## [WORKING DATA]
########
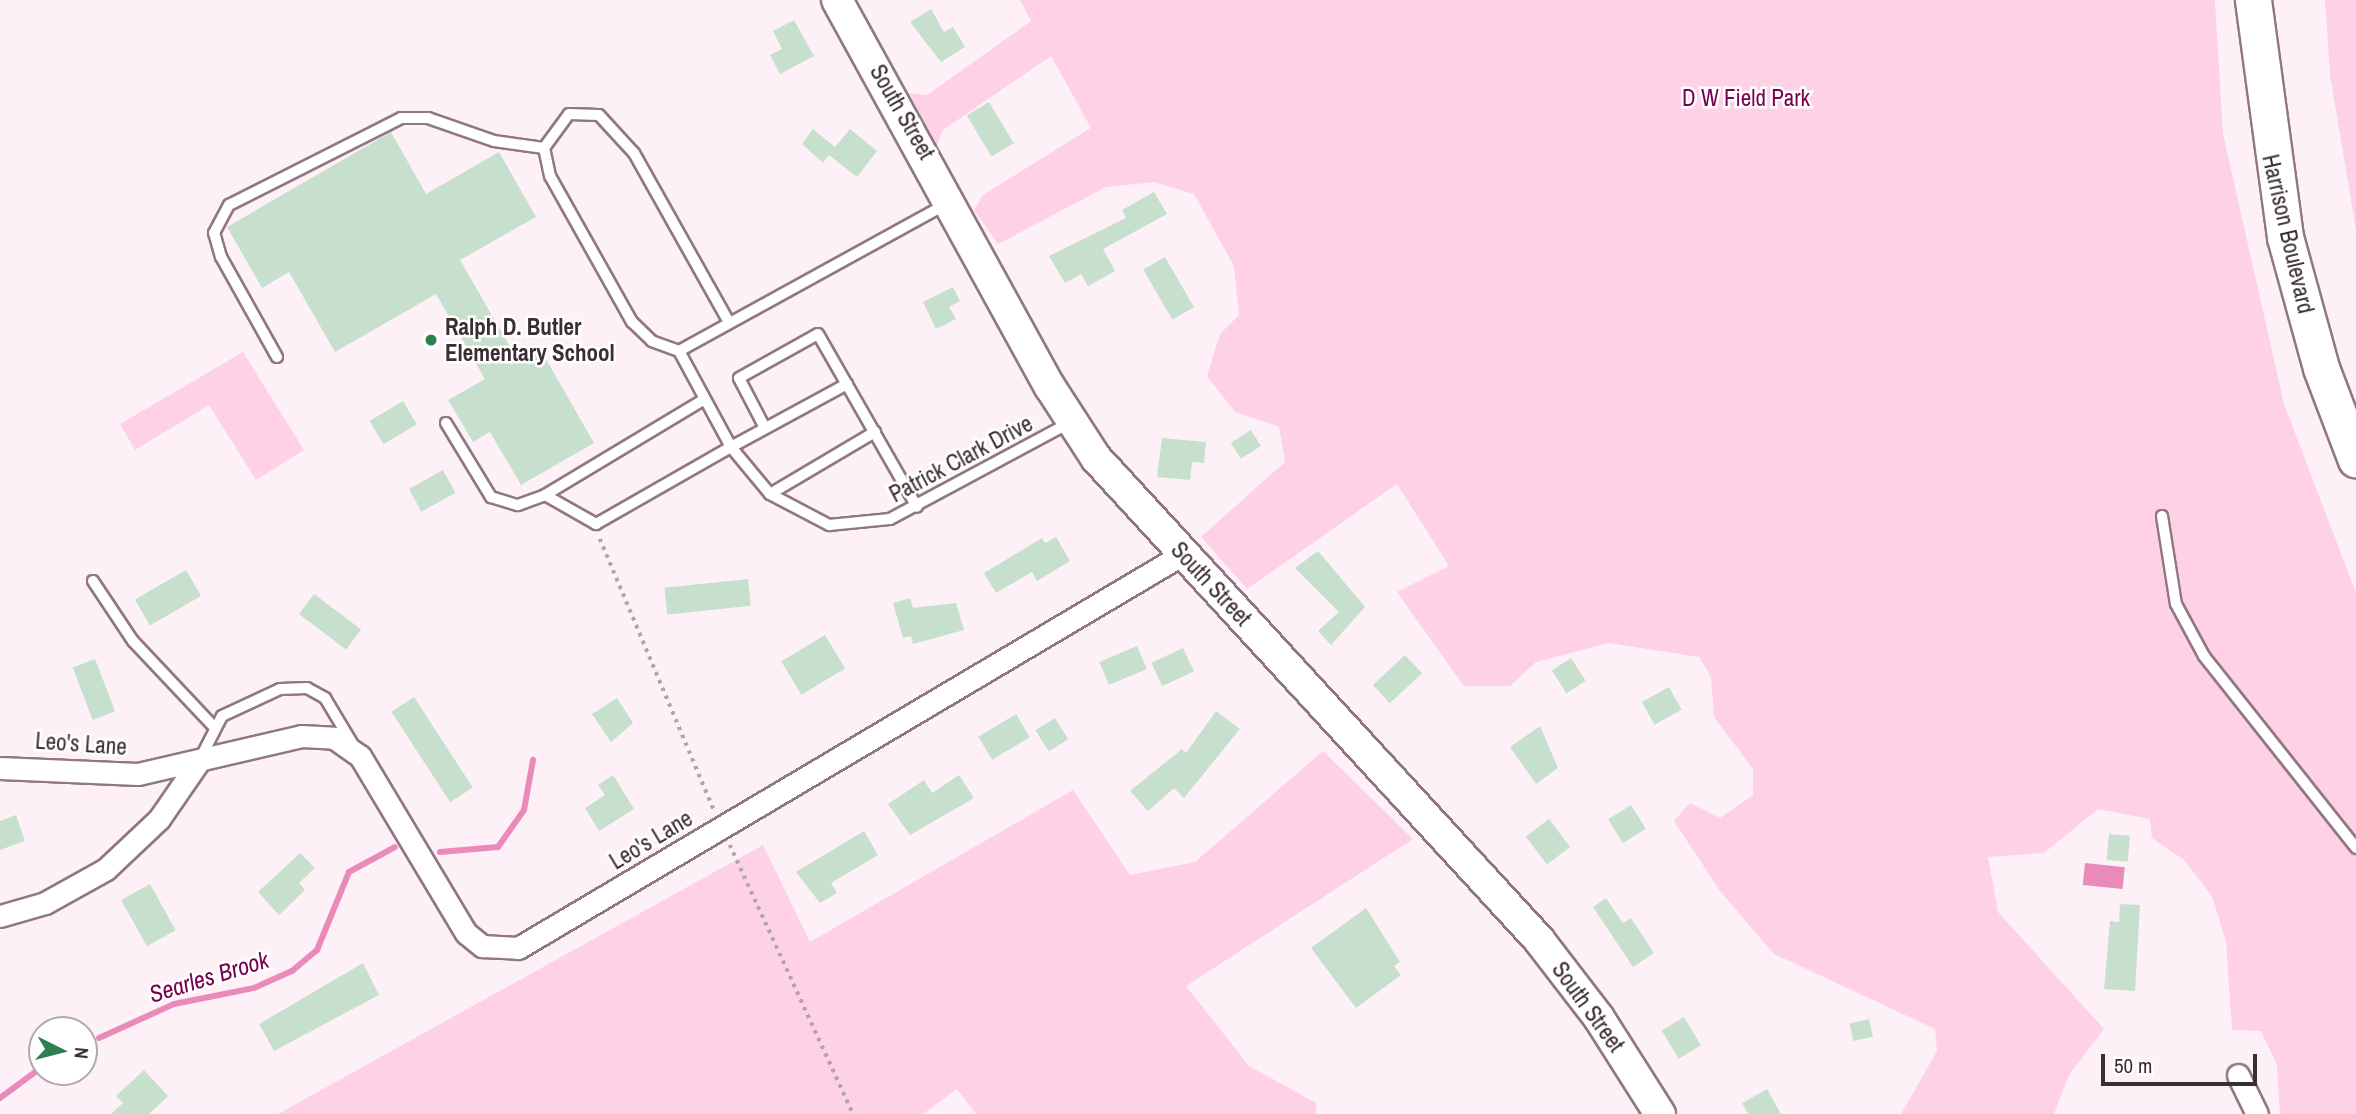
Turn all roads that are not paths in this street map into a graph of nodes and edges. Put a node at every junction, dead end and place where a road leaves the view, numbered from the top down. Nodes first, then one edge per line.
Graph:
1 (837, 0) edge
2 (2253, 0) edge
3 (544, 148) junction
4 (951, 201) junction
5 (727, 319) junction
6 (679, 351) junction
7 (277, 357) dead end
8 (847, 384) junction
9 (703, 400) junction
10 (1072, 422) junction
11 (446, 423) dead end
12 (765, 428) junction
13 (876, 432) junction
14 (731, 447) junction
15 (2356, 460) edge
16 (545, 495) junction
17 (770, 495) junction
18 (917, 507) junction
19 (2162, 516) dead end
20 (1183, 554) junction
21 (93, 581) dead end
22 (214, 727) junction
23 (360, 756) junction
24 (199, 761) junction
25 (0, 768) edge
26 (2356, 848) edge
27 (0, 916) edge
28 (2238, 1075) dead end
29 (1660, 1114) edge
30 (2257, 1114) edge

1 - 4 street, South Street
2 - 15 main road, Harrison Boulevard
3 - 5 lane
3 - 6 lane
3 - 7 lane
4 - 5 lane
4 - 10 street, South Street
5 - 6 lane
6 - 9 lane, Patrick Clark Drive
8 - 12 lane
8 - 12 lane
8 - 13 lane
9 - 14 lane, Patrick Clark Drive
9 - 16 lane
10 - 18 lane, Patrick Clark Drive
10 - 20 street, South Street
11 - 16 lane
12 - 14 lane
13 - 17 lane
13 - 18 lane
14 - 16 lane
14 - 17 lane, Patrick Clark Drive
17 - 18 lane, Patrick Clark Drive
19 - 26 lane
20 - 23 street, Leo's Lane
20 - 29 street, South Street
21 - 22 lane
22 - 23 lane
22 - 24 lane
23 - 24 street, Leo's Lane
24 - 25 street, Leo's Lane
24 - 27 street
28 - 30 street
########
## [EXERCISE REQUIREMENTS]
Read the listing. Report every line that includes the word "Clark".

## [RESPONSE]
6 - 9 lane, Patrick Clark Drive
9 - 14 lane, Patrick Clark Drive
10 - 18 lane, Patrick Clark Drive
14 - 17 lane, Patrick Clark Drive
17 - 18 lane, Patrick Clark Drive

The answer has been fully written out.